February 1, 2004
THE WRITTEN OFF:
Black and Bruised (JOANN WYPIJEWSKI, February 1, 2004, NY Times Magazine)
Baraka Cheeseboro noticed something going on behind the poinsettias. While prayers were raised and the choir sang on a recent morning at the Community C.M.E. Church in Columbia, S.C., Howard Dean was chattering away on the altar with Representative Jesse Jackson Jr. Labrena Aiken noticed it, too. ''Baraka,'' she leaned in to whisper, ''those flowers need to be moved. We want to see his face.'' The service was well under way, but a sign from Cheeseboro to an usher, a quick word with the pastor, and the flowers came down. Dean, now in plain sight, assumed a respectful mien. A bit later the two women were joined in the pew by a third, and the young pastor, the Rev. Joiquim Barnes, acknowledged for his audience the arrival of Gilda Cobb-Hunter."You do know what they call those three -- Gilda, Labrena, Baraka," a friend long involved in South Carolina politics said afterward. "They call them the Marvelettes.'' If you want something to happen politically, especially in their home base of Orangeburg County in the heart of the state's Black Belt, you need to know them. [...]

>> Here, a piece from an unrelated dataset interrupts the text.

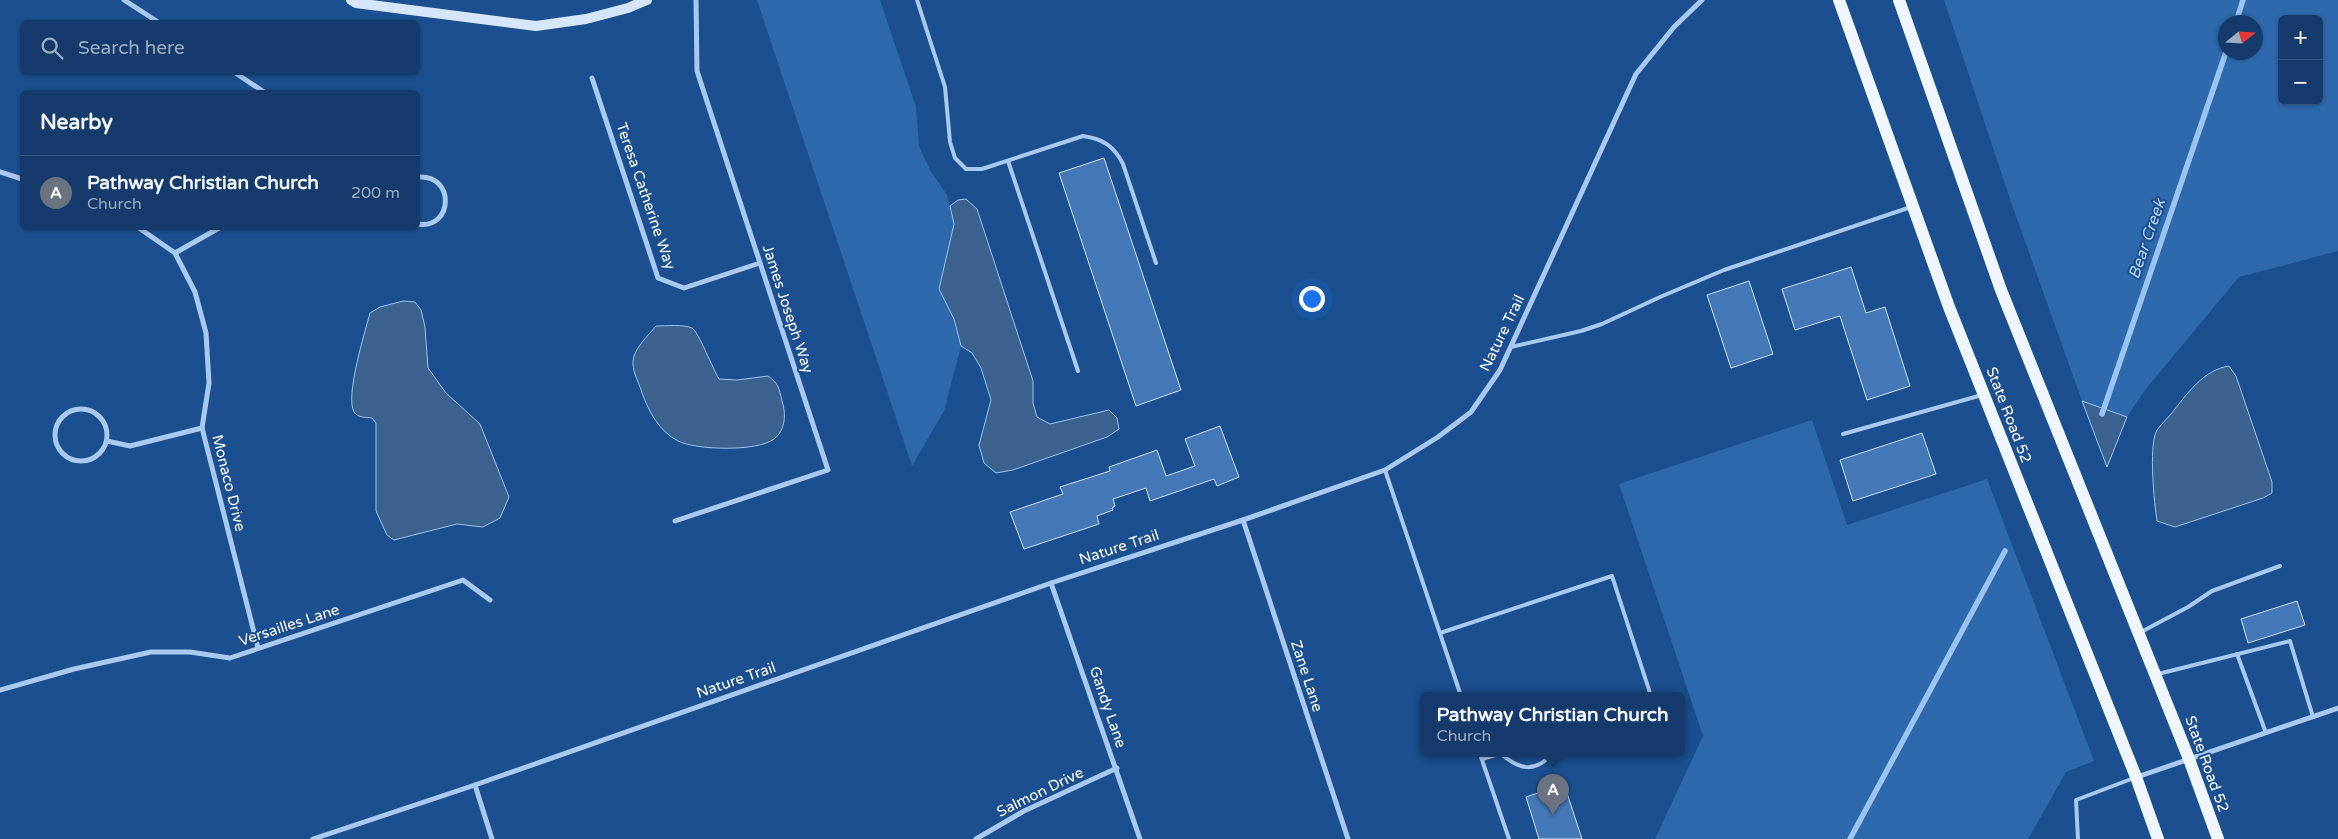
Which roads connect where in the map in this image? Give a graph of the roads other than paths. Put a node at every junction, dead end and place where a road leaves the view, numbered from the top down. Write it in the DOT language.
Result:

If the Marvelettes are an indication, there's trouble for the Democratic Party in black America. Most people don't have a passion for politics to offset the skepticism born of being dragooned into service every election cycle to cover the spot on the political gaming table labeled ''the black vote.'' And skepticism reigns among the Democrats' most loyal constituents on the eve of what is being called the ''black primary.'' African-Americans could account for up to half the vote in South Carolina on Tuesday, so for months candidates have been visiting black churches, dropping in at football games and fish fries, collecting black endorsements and welding themselves to the memory of Martin Luther King Jr. or Bill Clinton, sometimes both. [...]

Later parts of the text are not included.